═════ Recorded data ═════
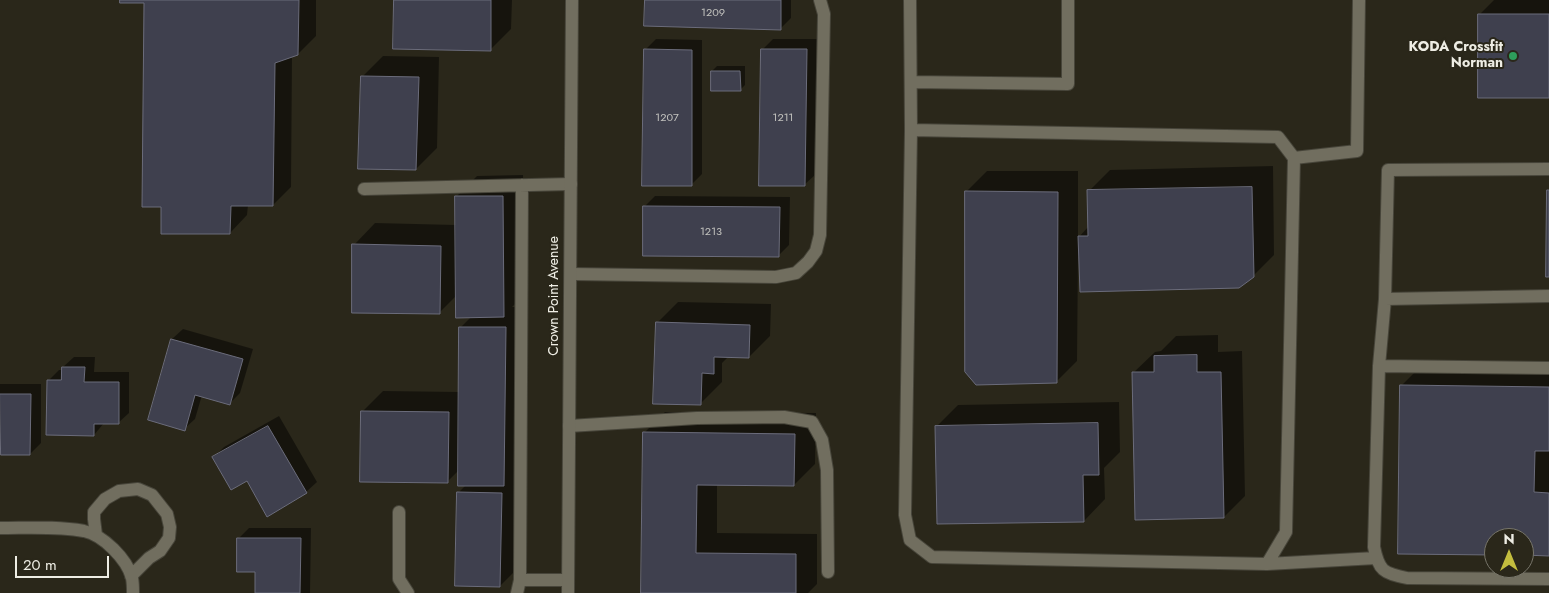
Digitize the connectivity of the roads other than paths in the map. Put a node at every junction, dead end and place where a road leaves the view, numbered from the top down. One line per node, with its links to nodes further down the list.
1 (572, 0): 10 (street, Crown Point Avenue)
2 (820, 0): 13 (street)
3 (910, 0): 6 (street)
4 (1068, 0): 6 (street)
5 (1359, 0): 8 (street)
6 (911, 82): 7 (street)
7 (911, 130): 8 (street); 23 (street)
8 (1294, 158): 23 (street)
9 (1549, 169): 15 (street)
10 (571, 184): 11 (street); 13 (street, Crown Point Avenue)
11 (522, 185): 12 (street); 28 (street)
12 (364, 189)
13 (571, 274): 18 (street, Crown Point Avenue)
14 (1549, 296): 15 (street)
15 (1385, 299): 16 (street)
16 (1379, 366): 17 (street); 22 (street)
17 (1549, 368)
18 (569, 426): 24 (street); 27 (street, Crown Point Avenue)
19 (399, 512): 30 (street)
20 (0, 528): 21 (street)
21 (96, 535): 25 (street); 25 (street)
22 (1376, 558): 23 (street); 26 (street)
23 (1267, 564)
24 (828, 572)
25 (131, 576): 29 (street)
26 (1549, 579)
27 (568, 580): 28 (street); 31 (street, Crown Point Avenue)
28 (519, 587)
29 (133, 593)
30 (408, 593)
31 (568, 593)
═════
» **Work to be completed**:
Copy everything in the listing above exactly except the pictures.

» **Response to this task**:
Digitize the connectivity of the roads other than paths in the map. Put a node at every junction, dead end and place where a road leaves the view, numbered from the top down. One line per node, with its links to nodes further down the list.
1 (572, 0): 10 (street, Crown Point Avenue)
2 (820, 0): 13 (street)
3 (910, 0): 6 (street)
4 (1068, 0): 6 (street)
5 (1359, 0): 8 (street)
6 (911, 82): 7 (street)
7 (911, 130): 8 (street); 23 (street)
8 (1294, 158): 23 (street)
9 (1549, 169): 15 (street)
10 (571, 184): 11 (street); 13 (street, Crown Point Avenue)
11 (522, 185): 12 (street); 28 (street)
12 (364, 189)
13 (571, 274): 18 (street, Crown Point Avenue)
14 (1549, 296): 15 (street)
15 (1385, 299): 16 (street)
16 (1379, 366): 17 (street); 22 (street)
17 (1549, 368)
18 (569, 426): 24 (street); 27 (street, Crown Point Avenue)
19 (399, 512): 30 (street)
20 (0, 528): 21 (street)
21 (96, 535): 25 (street); 25 (street)
22 (1376, 558): 23 (street); 26 (street)
23 (1267, 564)
24 (828, 572)
25 (131, 576): 29 (street)
26 (1549, 579)
27 (568, 580): 28 (street); 31 (street, Crown Point Avenue)
28 (519, 587)
29 (133, 593)
30 (408, 593)
31 (568, 593)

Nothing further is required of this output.